▶ [DATA LISTING]

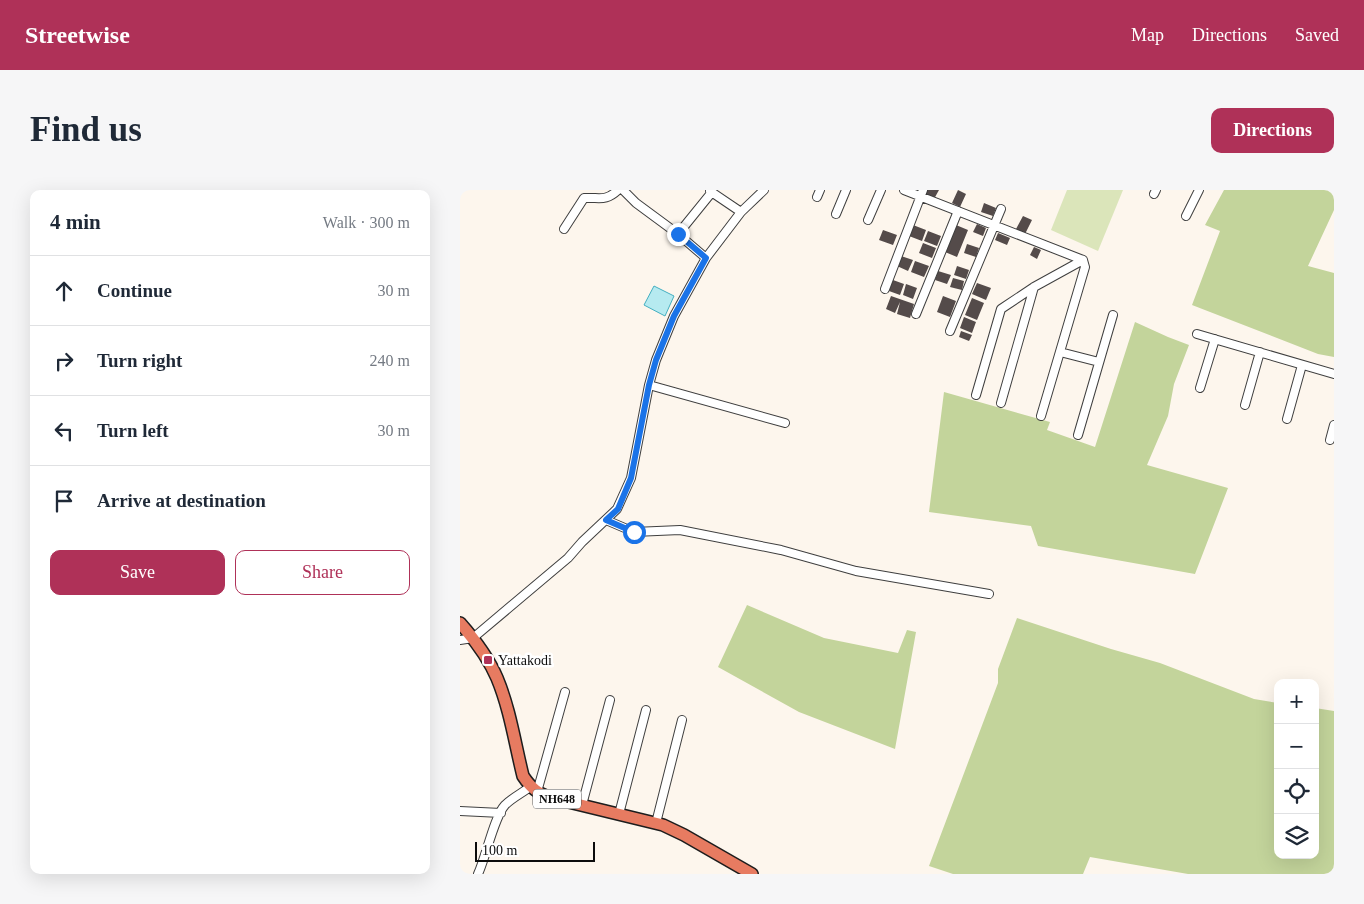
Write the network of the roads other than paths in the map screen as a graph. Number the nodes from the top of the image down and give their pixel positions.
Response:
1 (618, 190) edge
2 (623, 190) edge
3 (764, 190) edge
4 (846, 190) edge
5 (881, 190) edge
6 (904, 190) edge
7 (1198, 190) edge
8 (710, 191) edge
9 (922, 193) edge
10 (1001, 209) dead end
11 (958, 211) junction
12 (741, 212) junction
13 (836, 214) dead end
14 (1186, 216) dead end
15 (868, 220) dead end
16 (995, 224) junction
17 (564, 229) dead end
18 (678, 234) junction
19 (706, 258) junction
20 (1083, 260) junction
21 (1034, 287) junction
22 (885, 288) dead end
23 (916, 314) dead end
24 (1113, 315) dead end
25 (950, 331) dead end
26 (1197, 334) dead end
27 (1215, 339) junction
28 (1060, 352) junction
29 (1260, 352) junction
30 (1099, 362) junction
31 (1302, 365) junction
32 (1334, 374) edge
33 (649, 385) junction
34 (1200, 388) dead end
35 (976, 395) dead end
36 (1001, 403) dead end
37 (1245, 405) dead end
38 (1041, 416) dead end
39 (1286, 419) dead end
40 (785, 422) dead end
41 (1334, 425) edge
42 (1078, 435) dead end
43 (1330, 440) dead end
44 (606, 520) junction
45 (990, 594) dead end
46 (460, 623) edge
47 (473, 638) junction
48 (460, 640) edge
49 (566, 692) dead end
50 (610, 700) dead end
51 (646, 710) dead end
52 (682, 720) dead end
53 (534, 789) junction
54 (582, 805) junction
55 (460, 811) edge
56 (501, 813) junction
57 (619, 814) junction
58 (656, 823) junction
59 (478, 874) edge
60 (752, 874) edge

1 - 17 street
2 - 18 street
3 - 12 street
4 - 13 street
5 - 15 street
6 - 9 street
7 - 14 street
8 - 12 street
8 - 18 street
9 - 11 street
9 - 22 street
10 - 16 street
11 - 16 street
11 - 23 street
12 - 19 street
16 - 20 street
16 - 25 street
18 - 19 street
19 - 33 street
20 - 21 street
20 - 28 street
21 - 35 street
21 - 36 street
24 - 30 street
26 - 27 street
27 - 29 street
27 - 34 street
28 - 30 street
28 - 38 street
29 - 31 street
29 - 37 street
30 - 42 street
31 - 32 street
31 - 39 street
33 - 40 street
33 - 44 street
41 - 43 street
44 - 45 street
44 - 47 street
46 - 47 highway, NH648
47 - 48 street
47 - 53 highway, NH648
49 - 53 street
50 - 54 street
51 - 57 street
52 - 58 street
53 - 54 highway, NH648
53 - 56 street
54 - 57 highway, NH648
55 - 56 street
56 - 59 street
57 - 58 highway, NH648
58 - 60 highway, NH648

▶ [WORK TO COMPLETE]
Repeat the records above exactly, leaving out the pictures.

▶ [REPLY TO THE TASK]
Write the network of the roads other than paths in the map screen as a graph. Number the nodes from the top of the image down and give their pixel positions.
Response:
1 (618, 190) edge
2 (623, 190) edge
3 (764, 190) edge
4 (846, 190) edge
5 (881, 190) edge
6 (904, 190) edge
7 (1198, 190) edge
8 (710, 191) edge
9 (922, 193) edge
10 (1001, 209) dead end
11 (958, 211) junction
12 (741, 212) junction
13 (836, 214) dead end
14 (1186, 216) dead end
15 (868, 220) dead end
16 (995, 224) junction
17 (564, 229) dead end
18 (678, 234) junction
19 (706, 258) junction
20 (1083, 260) junction
21 (1034, 287) junction
22 (885, 288) dead end
23 (916, 314) dead end
24 (1113, 315) dead end
25 (950, 331) dead end
26 (1197, 334) dead end
27 (1215, 339) junction
28 (1060, 352) junction
29 (1260, 352) junction
30 (1099, 362) junction
31 (1302, 365) junction
32 (1334, 374) edge
33 (649, 385) junction
34 (1200, 388) dead end
35 (976, 395) dead end
36 (1001, 403) dead end
37 (1245, 405) dead end
38 (1041, 416) dead end
39 (1286, 419) dead end
40 (785, 422) dead end
41 (1334, 425) edge
42 (1078, 435) dead end
43 (1330, 440) dead end
44 (606, 520) junction
45 (990, 594) dead end
46 (460, 623) edge
47 (473, 638) junction
48 (460, 640) edge
49 (566, 692) dead end
50 (610, 700) dead end
51 (646, 710) dead end
52 (682, 720) dead end
53 (534, 789) junction
54 (582, 805) junction
55 (460, 811) edge
56 (501, 813) junction
57 (619, 814) junction
58 (656, 823) junction
59 (478, 874) edge
60 (752, 874) edge

1 - 17 street
2 - 18 street
3 - 12 street
4 - 13 street
5 - 15 street
6 - 9 street
7 - 14 street
8 - 12 street
8 - 18 street
9 - 11 street
9 - 22 street
10 - 16 street
11 - 16 street
11 - 23 street
12 - 19 street
16 - 20 street
16 - 25 street
18 - 19 street
19 - 33 street
20 - 21 street
20 - 28 street
21 - 35 street
21 - 36 street
24 - 30 street
26 - 27 street
27 - 29 street
27 - 34 street
28 - 30 street
28 - 38 street
29 - 31 street
29 - 37 street
30 - 42 street
31 - 32 street
31 - 39 street
33 - 40 street
33 - 44 street
41 - 43 street
44 - 45 street
44 - 47 street
46 - 47 highway, NH648
47 - 48 street
47 - 53 highway, NH648
49 - 53 street
50 - 54 street
51 - 57 street
52 - 58 street
53 - 54 highway, NH648
53 - 56 street
54 - 57 highway, NH648
55 - 56 street
56 - 59 street
57 - 58 highway, NH648
58 - 60 highway, NH648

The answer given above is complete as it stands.